Activity => Please copy each line from the entries that contains the string "Give".
Working data Start Marker
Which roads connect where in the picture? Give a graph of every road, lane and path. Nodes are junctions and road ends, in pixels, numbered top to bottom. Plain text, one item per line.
Working data End Marker
Working data Start Marker
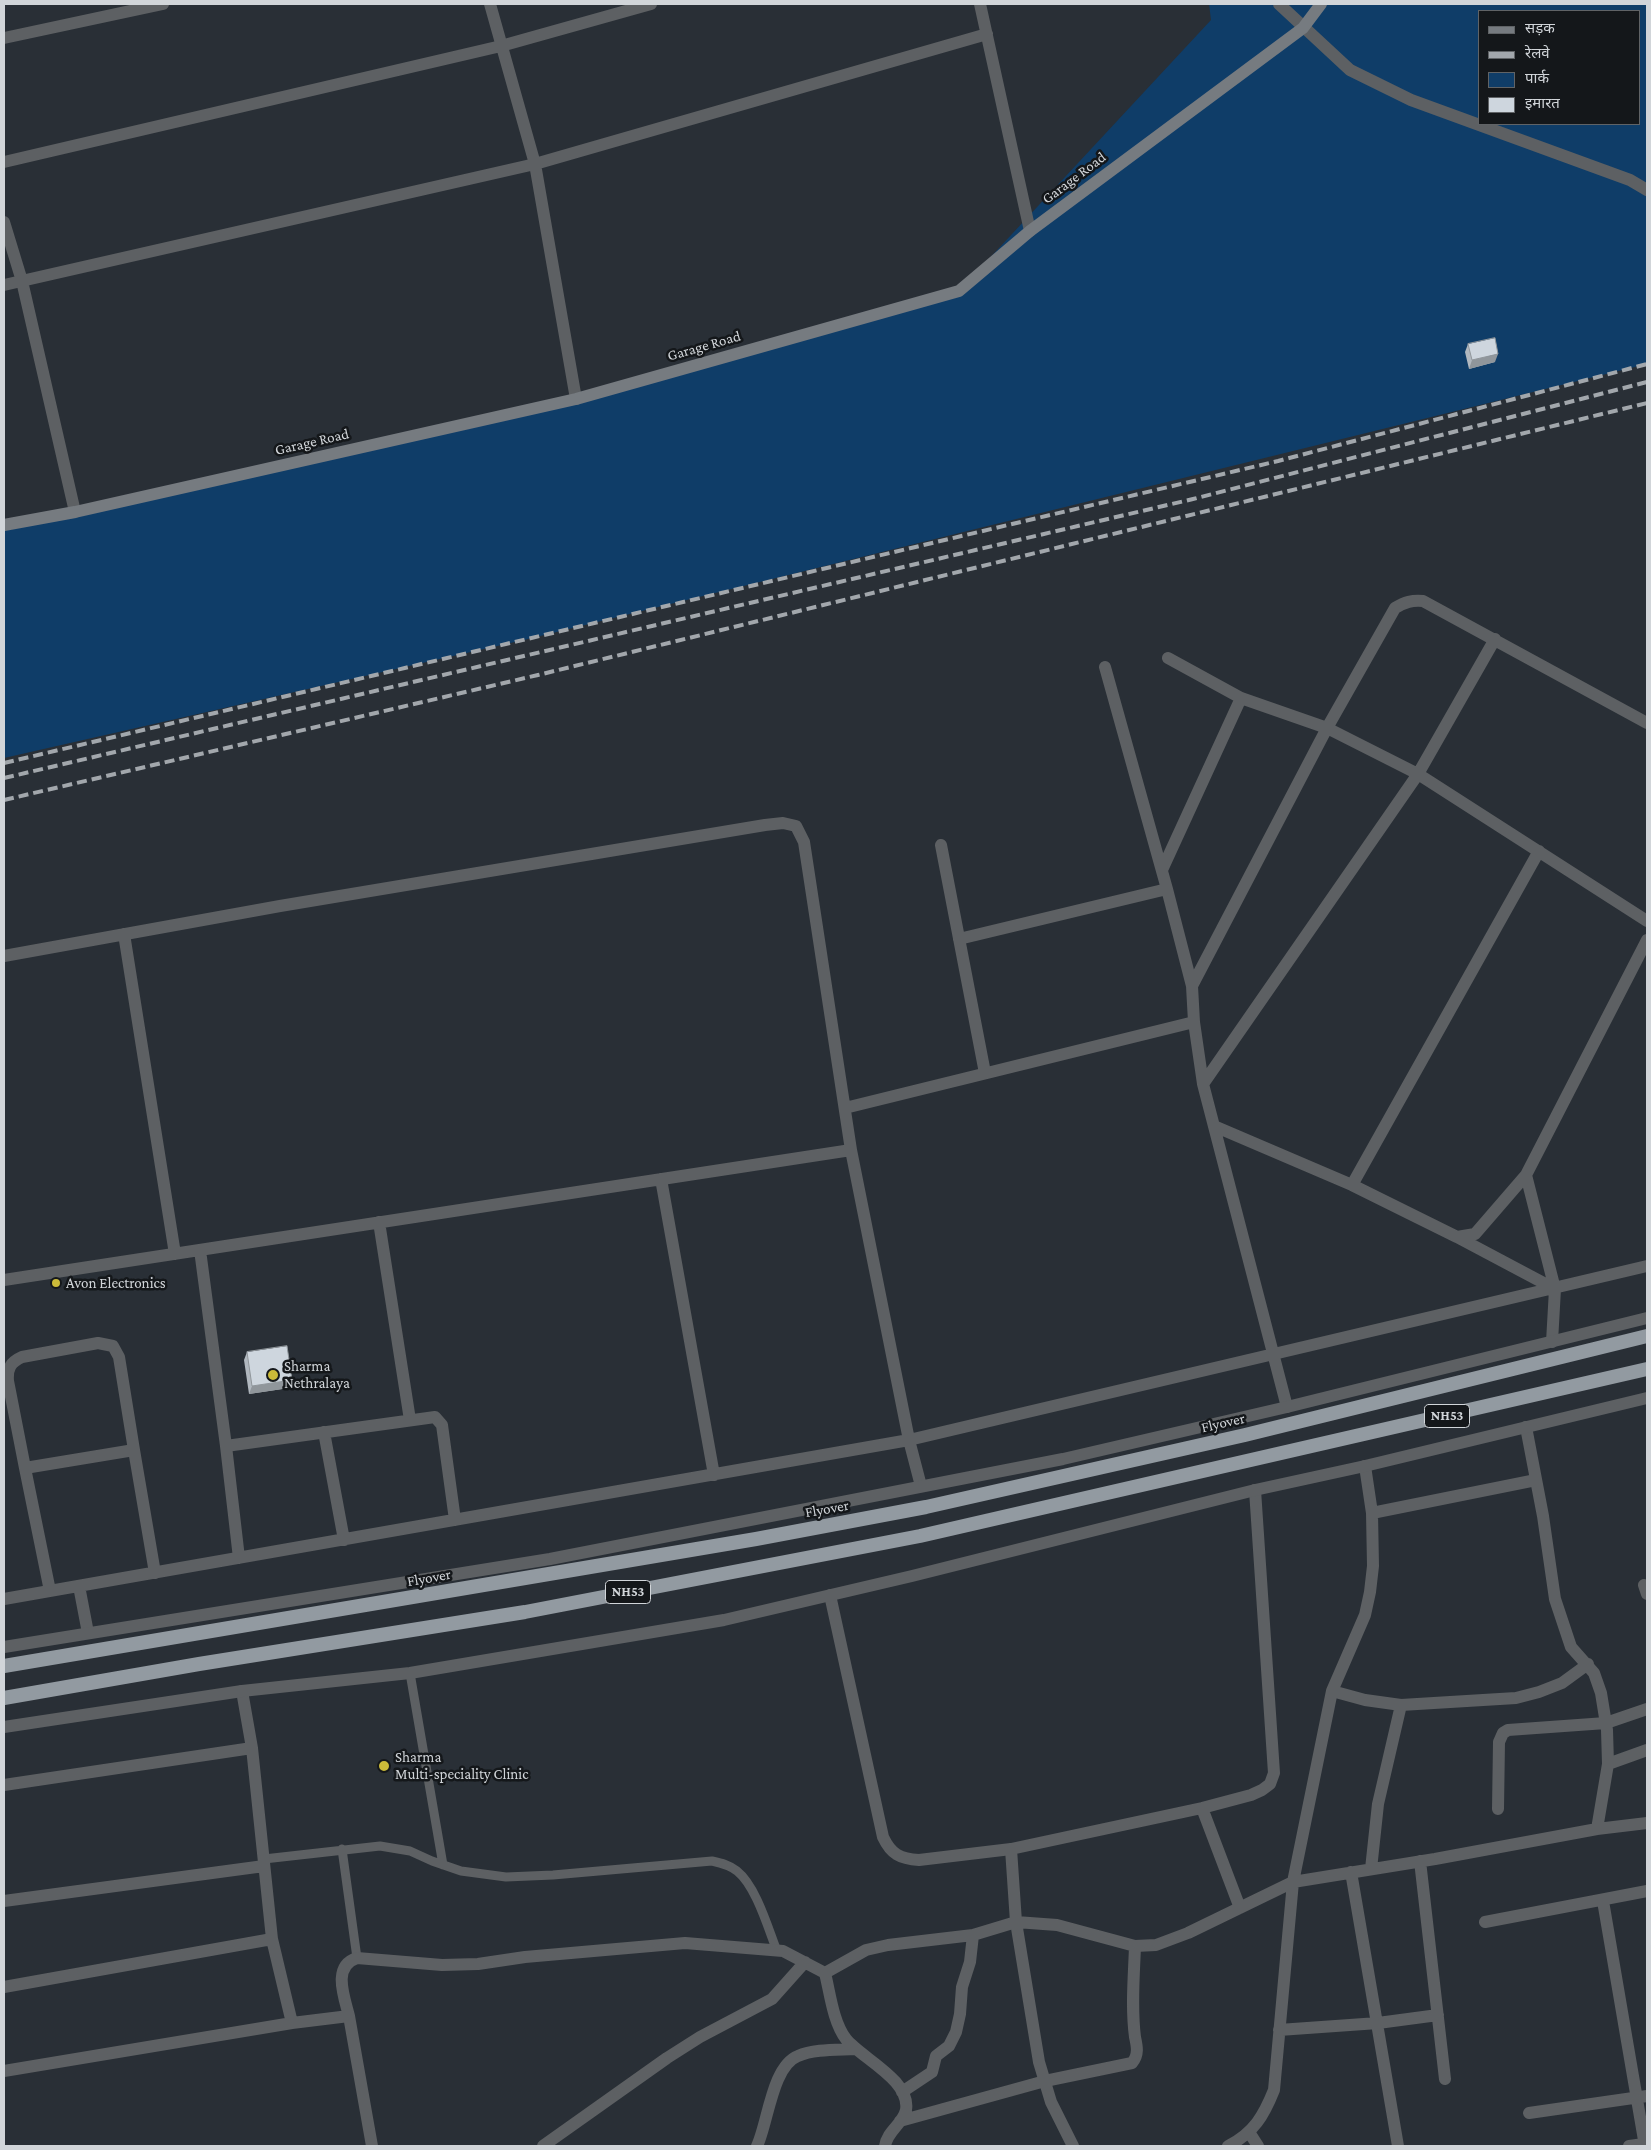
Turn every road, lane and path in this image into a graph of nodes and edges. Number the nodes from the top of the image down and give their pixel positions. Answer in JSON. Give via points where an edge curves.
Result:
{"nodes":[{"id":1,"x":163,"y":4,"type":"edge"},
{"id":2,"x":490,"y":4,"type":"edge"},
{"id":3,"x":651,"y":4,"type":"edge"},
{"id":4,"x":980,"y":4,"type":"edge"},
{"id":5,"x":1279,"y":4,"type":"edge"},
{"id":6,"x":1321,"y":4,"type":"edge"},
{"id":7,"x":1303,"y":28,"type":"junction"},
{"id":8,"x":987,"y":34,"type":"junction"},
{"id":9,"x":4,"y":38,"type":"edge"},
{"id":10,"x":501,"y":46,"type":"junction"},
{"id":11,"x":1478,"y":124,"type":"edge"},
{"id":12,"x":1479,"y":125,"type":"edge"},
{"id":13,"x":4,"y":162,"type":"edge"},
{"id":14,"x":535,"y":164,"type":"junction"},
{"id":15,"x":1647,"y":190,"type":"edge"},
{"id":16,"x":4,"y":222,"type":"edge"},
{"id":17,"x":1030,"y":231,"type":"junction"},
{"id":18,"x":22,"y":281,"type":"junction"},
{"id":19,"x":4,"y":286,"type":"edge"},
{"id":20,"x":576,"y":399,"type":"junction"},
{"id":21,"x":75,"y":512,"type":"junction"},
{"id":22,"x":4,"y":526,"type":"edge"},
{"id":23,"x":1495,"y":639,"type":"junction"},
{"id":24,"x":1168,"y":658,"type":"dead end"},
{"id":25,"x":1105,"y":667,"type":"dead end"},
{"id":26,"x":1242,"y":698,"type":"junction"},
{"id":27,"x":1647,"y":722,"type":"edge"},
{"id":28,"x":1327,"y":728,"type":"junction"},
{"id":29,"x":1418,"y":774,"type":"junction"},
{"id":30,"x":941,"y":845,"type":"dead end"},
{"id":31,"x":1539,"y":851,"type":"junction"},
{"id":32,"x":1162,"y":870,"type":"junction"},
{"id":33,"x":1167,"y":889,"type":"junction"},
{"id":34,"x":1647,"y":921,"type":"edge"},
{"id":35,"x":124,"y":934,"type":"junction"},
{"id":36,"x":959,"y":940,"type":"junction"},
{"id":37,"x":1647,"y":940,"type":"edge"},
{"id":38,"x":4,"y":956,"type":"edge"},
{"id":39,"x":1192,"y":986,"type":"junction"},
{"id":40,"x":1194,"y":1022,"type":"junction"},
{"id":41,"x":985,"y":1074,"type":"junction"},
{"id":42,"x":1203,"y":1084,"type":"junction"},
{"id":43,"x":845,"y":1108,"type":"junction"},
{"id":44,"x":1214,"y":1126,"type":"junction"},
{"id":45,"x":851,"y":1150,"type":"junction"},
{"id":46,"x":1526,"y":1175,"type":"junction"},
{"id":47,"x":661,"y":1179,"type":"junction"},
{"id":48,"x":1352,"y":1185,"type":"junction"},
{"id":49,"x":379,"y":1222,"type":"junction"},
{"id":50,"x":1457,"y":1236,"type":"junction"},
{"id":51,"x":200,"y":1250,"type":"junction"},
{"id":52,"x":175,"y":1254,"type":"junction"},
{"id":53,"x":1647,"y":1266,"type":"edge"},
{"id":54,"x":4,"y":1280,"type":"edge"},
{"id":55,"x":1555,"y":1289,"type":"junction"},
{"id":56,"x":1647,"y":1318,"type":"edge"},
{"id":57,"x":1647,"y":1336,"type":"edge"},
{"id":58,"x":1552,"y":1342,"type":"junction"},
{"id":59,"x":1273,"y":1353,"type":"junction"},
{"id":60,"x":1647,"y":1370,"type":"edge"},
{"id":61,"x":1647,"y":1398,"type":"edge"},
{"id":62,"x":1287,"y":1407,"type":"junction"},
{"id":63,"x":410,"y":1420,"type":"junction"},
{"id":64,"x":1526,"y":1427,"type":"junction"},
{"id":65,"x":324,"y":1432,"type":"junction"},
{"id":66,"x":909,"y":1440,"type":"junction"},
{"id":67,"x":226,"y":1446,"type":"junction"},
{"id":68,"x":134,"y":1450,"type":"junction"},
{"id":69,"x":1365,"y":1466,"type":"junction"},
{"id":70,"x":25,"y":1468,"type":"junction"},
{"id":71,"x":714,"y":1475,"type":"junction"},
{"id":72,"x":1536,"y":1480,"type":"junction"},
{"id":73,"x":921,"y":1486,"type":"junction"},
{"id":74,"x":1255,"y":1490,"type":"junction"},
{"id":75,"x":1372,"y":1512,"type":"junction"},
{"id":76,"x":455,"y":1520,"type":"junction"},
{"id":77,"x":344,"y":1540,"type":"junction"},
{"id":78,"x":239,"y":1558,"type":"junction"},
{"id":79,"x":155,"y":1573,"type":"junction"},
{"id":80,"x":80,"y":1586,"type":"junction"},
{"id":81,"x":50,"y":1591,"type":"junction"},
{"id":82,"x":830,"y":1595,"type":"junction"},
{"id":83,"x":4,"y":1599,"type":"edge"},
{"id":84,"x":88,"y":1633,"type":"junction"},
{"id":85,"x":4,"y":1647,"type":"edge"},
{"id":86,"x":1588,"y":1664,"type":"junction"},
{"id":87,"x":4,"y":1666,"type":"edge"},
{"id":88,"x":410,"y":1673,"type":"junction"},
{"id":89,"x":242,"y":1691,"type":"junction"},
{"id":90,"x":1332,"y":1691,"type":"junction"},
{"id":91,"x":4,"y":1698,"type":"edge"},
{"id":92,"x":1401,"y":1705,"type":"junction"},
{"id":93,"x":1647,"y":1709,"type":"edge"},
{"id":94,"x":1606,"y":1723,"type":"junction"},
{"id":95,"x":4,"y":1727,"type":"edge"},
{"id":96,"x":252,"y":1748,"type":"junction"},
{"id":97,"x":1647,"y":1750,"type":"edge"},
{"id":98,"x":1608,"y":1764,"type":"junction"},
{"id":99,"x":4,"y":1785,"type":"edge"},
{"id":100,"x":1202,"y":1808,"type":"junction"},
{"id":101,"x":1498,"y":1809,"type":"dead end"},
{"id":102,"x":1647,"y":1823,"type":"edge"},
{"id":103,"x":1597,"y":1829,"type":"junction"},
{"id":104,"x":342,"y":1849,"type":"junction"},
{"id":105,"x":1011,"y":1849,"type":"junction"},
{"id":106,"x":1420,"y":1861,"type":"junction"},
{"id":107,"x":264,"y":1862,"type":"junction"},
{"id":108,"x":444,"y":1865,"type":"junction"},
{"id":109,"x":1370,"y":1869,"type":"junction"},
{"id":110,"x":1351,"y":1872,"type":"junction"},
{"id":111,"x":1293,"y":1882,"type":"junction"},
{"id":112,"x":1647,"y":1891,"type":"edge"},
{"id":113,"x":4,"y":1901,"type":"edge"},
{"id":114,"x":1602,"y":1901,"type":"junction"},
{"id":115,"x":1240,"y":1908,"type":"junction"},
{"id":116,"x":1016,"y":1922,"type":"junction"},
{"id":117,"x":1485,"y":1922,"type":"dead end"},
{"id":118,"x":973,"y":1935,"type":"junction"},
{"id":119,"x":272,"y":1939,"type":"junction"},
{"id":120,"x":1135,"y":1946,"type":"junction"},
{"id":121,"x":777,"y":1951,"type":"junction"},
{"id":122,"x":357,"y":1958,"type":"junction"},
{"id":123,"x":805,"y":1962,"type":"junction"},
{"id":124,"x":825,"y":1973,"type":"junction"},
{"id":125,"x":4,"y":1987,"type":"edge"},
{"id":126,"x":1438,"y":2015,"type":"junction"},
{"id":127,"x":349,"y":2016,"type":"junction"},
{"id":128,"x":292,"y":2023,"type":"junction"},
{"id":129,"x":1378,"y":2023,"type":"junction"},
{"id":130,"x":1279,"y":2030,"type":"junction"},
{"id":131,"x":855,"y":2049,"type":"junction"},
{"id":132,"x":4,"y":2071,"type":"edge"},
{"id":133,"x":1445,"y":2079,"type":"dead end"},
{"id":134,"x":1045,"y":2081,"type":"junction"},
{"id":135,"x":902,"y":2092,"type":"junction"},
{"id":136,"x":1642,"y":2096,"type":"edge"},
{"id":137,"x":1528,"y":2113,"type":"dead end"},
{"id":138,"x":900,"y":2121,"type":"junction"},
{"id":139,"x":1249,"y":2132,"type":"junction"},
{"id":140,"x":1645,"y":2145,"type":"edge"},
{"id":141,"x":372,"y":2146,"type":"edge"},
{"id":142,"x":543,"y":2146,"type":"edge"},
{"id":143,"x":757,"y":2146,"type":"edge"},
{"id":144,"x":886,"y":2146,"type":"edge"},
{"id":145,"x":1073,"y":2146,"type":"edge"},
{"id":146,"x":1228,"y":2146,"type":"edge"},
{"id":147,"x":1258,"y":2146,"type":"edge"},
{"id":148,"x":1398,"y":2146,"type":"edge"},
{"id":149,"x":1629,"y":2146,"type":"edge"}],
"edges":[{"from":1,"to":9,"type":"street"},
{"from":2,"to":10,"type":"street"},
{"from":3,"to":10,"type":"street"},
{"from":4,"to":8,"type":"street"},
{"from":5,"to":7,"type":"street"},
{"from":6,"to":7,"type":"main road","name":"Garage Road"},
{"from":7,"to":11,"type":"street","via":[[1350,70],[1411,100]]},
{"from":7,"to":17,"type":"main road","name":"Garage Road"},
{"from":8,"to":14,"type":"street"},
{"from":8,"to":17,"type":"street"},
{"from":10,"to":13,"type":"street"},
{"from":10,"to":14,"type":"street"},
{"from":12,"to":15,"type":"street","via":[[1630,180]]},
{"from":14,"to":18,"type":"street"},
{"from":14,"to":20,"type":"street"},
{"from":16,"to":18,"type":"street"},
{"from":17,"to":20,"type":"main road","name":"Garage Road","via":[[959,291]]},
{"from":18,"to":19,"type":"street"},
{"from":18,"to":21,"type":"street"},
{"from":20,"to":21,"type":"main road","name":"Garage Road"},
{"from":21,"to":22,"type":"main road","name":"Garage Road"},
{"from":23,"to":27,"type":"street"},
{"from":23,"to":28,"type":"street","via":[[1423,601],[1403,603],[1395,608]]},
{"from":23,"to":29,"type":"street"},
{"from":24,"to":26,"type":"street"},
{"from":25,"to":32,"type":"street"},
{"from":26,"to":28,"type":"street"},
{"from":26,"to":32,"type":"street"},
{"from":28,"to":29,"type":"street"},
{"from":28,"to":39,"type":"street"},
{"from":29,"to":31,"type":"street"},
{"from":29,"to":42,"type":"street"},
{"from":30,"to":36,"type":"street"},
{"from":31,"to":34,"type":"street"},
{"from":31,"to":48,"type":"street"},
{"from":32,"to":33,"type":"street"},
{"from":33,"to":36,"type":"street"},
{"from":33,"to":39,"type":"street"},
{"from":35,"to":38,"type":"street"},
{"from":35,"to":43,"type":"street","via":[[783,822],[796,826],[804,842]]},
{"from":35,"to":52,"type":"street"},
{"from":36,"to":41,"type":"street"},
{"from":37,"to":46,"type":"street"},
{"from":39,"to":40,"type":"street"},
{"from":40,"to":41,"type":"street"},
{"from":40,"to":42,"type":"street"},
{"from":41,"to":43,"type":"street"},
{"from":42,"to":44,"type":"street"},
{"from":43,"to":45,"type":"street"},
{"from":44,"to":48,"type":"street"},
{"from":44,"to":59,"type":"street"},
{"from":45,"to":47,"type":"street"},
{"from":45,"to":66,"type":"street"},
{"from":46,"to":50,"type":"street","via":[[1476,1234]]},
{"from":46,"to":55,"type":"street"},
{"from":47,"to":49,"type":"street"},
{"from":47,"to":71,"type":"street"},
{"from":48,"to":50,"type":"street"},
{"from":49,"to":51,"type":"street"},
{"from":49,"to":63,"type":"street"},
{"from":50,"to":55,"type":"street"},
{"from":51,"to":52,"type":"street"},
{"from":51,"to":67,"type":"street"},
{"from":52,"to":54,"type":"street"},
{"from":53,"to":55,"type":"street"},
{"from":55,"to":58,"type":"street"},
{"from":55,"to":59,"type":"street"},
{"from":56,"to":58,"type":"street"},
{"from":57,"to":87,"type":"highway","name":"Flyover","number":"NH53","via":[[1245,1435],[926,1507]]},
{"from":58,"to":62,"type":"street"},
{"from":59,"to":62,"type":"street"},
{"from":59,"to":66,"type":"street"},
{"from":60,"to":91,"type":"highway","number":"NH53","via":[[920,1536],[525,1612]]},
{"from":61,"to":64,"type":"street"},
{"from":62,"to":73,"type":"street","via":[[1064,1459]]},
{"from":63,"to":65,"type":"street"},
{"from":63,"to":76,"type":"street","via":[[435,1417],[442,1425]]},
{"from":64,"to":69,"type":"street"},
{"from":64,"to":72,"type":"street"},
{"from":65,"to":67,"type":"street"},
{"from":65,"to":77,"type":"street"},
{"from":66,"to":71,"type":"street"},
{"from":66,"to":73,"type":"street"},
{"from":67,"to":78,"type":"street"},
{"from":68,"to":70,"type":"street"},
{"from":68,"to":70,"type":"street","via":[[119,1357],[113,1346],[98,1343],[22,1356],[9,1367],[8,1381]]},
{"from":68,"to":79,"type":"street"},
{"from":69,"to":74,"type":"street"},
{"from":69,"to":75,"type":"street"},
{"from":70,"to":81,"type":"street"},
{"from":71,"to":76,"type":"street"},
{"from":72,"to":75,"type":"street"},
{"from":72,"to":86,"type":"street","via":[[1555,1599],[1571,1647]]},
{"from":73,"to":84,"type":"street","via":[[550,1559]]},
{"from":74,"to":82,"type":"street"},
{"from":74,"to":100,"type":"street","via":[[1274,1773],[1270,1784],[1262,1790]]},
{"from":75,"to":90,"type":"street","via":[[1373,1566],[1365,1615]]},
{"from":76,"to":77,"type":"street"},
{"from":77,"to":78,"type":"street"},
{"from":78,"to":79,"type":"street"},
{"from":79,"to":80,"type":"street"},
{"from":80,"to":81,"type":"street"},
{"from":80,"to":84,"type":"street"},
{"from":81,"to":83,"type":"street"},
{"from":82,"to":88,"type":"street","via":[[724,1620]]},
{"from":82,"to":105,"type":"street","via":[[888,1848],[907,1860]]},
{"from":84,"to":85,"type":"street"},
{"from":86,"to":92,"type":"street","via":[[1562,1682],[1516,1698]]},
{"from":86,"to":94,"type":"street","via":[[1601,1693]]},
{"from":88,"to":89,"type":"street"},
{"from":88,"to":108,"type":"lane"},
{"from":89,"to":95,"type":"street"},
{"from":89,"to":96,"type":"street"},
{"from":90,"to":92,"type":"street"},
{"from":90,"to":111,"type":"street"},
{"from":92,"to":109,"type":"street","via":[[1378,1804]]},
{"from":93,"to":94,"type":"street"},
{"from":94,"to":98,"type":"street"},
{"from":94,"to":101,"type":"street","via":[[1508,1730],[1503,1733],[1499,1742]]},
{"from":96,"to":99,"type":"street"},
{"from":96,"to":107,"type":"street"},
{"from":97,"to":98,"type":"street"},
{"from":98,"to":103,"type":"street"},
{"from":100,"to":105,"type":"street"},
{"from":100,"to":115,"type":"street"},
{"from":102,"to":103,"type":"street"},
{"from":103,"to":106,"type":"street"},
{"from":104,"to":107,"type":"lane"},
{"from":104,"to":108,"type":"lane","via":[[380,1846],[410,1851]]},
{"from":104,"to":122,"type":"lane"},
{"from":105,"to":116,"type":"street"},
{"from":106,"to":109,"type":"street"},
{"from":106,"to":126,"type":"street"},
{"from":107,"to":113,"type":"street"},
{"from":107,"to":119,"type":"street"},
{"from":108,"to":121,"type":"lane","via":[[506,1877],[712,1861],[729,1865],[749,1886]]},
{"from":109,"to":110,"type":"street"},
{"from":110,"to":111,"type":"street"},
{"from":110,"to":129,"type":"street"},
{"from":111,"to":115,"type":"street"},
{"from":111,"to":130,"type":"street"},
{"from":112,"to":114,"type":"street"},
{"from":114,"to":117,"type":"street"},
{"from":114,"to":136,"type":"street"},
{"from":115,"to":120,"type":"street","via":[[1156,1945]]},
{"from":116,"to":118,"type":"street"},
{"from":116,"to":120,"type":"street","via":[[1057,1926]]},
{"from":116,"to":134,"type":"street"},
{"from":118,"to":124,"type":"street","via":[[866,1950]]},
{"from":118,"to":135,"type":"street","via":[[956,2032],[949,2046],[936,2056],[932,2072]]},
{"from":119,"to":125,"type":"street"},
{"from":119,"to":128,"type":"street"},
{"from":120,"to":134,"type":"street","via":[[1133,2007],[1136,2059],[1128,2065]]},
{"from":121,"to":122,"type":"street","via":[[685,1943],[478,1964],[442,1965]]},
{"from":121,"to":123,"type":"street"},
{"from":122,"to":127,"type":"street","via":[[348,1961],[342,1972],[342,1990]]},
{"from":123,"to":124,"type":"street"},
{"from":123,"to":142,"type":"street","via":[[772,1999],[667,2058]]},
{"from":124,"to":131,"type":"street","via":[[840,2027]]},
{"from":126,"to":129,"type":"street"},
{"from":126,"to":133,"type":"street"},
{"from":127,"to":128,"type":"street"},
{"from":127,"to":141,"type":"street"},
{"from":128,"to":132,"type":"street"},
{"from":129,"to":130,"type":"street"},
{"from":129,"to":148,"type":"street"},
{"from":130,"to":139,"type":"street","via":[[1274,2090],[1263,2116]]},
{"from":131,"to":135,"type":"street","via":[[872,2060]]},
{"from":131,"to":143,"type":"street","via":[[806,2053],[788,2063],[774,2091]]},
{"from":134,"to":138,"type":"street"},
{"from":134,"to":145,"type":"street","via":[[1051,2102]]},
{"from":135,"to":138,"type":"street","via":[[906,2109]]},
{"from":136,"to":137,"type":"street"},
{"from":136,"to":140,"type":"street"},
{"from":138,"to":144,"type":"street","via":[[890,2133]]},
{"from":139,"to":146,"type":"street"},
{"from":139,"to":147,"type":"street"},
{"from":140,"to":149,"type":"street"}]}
Working data End Marker
Task answer =>
Which roads connect where in the picture? Give a graph of every road, lane and path. Nodes are junctions and road ends, in pixels, numbered top to bottom. Plain text, one item per line.
Turn every road, lane and path in this image into a graph of nodes and edges. Number the nodes from the top of the image down and give their pixel positions. Answer in JSON. Give via points where an edge curves.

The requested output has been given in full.